Open GoogleCodeExporter opened 9 years ago
Issue 27 has been merged into this issue.
Original comment by riccardo.murri@gmail.com
on 18 Nov 2010 at 1:06
lrms_jobid <str>
lrms_jobname <str> (not identical)
resource_name <str>
timestamp
stderr_filename
stdout_filename
gc3 sge src
queue => qname = queue
cores => sge_slots = arc_cpu_count
exitcode => exit_status/failed = exitcode/status
used_walltime(sec.) => ru_wallclock = used_walltime
used_cputime(sec.) => cpu = used_cputime
used_memory(kB) => maxvmem(B) = used_memory(kB)
SGE
- maxvmeme => float with M at the end
- cpu => float (in sec.)
- wallclock => int in sec.
ARC
- used_memory => int KiB
- used_cputime = int sec.
- used_walltime => int sec.
Original comment by sergio.m...@gmail.com
on 17 Dec 2010 at 6:05
Original comment by sergio.m...@gmail.com
on 12 Jan 2011 at 10:18
Original comment by riccardo.murri@gmail.com
on 9 Feb 2011 at 9:47
Original comment by riccardo.murri@gmail.com
on 9 Mar 2011 at 3:10
Original comment by riccardo.murri@gmail.com
on 1 Jul 2011 at 2:31
The ARC Grid-Manager collects this information from the executed jobs (via GNU
Time):
WallTime
KernelTime
UserTime
CPUUsage
MaxResidentMemory
AverageResidentMemory
Average
TotalMemory
AverageUnsharedMemory
AverageUnsharedStack
AverageSharedMemory
PageSize
MajorPageFaults
MinorPageFaults
Swaps
ForcedSwitches
WaitSwitches
Inputs
Outputs
SocketReceived
SocketSent
Signals
Since this is all available via GNU `time`, the `shellcmd` backend can
use it as well and we could probably gather the same information from
SGE/PBS/LSF backends as well.
I suggest we take this list as a starting point; some values will not
be available on all platforms (e.g., `time` consistenly reports memory
as "0" on Linux kernels < 2.6.32).
Original comment by riccardo.murri@gmail.com
on 20 Jun 2012 at 6:51
in arclib (ARC0) a, arclib.Job is described by the following attributes:
['client_software', 'cluster', 'comment', 'completion_time', 'cpu_count',
'erase_time', 'errors', 'execution_nodes', 'exitcode', 'gmlog', 'id',
'job_name', 'mds_validfrom', 'mds_validto', 'owner', 'proxy_expire_time',
'queue', 'queue_rank', 'requested_cpu_time', 'requested_wall_time',
'rerunable', 'runtime_environments', 'sstderr', 'sstdin', 'sstdout', 'status',
'submission_time', 'submission_ui', 'used_cpu_time', 'used_memory',
'used_wall_time']
in ARC2 (I would skip ARC1) the arc.Job is described by the following
attributes:
['Cluster', 'ComputingManagerEndTime', 'ComputingManagerExitCode',
'ComputingManagerSubmissionTime', 'CreationTime', 'EndTime', 'ExecutionNode',
'ExitCode', 'InterfaceName', 'JobDescriptionDocument', 'JobID',
'LocalInputFiles', 'LocalOwner', 'LocalSubmissionTime', 'Name',
'OtherMessages', 'Owner', 'ProxyExpirationTime', 'Queue',
'RequestedApplicationEnvironment', 'RequestedSlots', 'RequestedTotalCPUTime',
'RequestedTotalWallTime', 'StartTime', 'State', 'StdErr', 'StdIn', 'StdOut',
'SubmissionClientName', 'SubmissionHost', 'SubmissionTime', 'UsedCPUType',
'UsedMainMemory', 'UsedOSFamily', 'UsedPlatform', 'UsedTotalCPUTime',
'UsedTotalWallTime', 'UserDomain', 'Validity', 'VirtualMachine',
'WaitingPosition', 'WorkingAreaEraseTime' ]

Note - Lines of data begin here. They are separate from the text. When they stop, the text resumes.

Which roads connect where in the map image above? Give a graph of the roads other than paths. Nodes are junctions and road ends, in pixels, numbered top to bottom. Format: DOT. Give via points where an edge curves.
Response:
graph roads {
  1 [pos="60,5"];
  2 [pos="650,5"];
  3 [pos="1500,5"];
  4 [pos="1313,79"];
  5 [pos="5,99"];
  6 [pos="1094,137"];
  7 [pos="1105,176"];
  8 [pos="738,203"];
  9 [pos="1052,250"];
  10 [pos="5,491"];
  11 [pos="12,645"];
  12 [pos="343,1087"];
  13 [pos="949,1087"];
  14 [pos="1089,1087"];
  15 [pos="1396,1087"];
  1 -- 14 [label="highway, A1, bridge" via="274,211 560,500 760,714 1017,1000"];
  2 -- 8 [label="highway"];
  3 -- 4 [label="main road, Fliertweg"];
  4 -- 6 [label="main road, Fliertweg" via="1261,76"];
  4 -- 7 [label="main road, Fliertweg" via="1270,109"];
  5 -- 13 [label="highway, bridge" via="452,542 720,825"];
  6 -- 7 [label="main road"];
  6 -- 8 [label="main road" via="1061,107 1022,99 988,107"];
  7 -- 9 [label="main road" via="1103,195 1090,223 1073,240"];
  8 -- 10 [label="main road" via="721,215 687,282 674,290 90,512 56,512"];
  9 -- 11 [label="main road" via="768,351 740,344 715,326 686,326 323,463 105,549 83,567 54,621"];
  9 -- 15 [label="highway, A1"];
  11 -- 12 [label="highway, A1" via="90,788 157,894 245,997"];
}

this is what we have at our disposal when updating an arc.Job object, what the
grid-manager collects for the usage records is something we cannot access (at
least to my knowledge)
Sergio :)
Original comment by sergio.m...@gmail.com
on 21 Jun 2012 at 10:45
| what the grid-manager collects for the usage records is something we cannot
| access (at least to my knowledge)
Well, there's the contents of the "diag" file in the ".arc" directory.
(Although that might be rightfully considered an implementation detail
and changed in the future.)
Original comment by riccardo.murri@gmail.com
on 21 Jun 2012 at 10:50
Original comment by riccardo.murri@gmail.com
on 10 Jul 2012 at 9:50
Original comment by riccardo.murri@gmail.com
on 17 Aug 2012 at 11:46
This issue was updated by revision r2767.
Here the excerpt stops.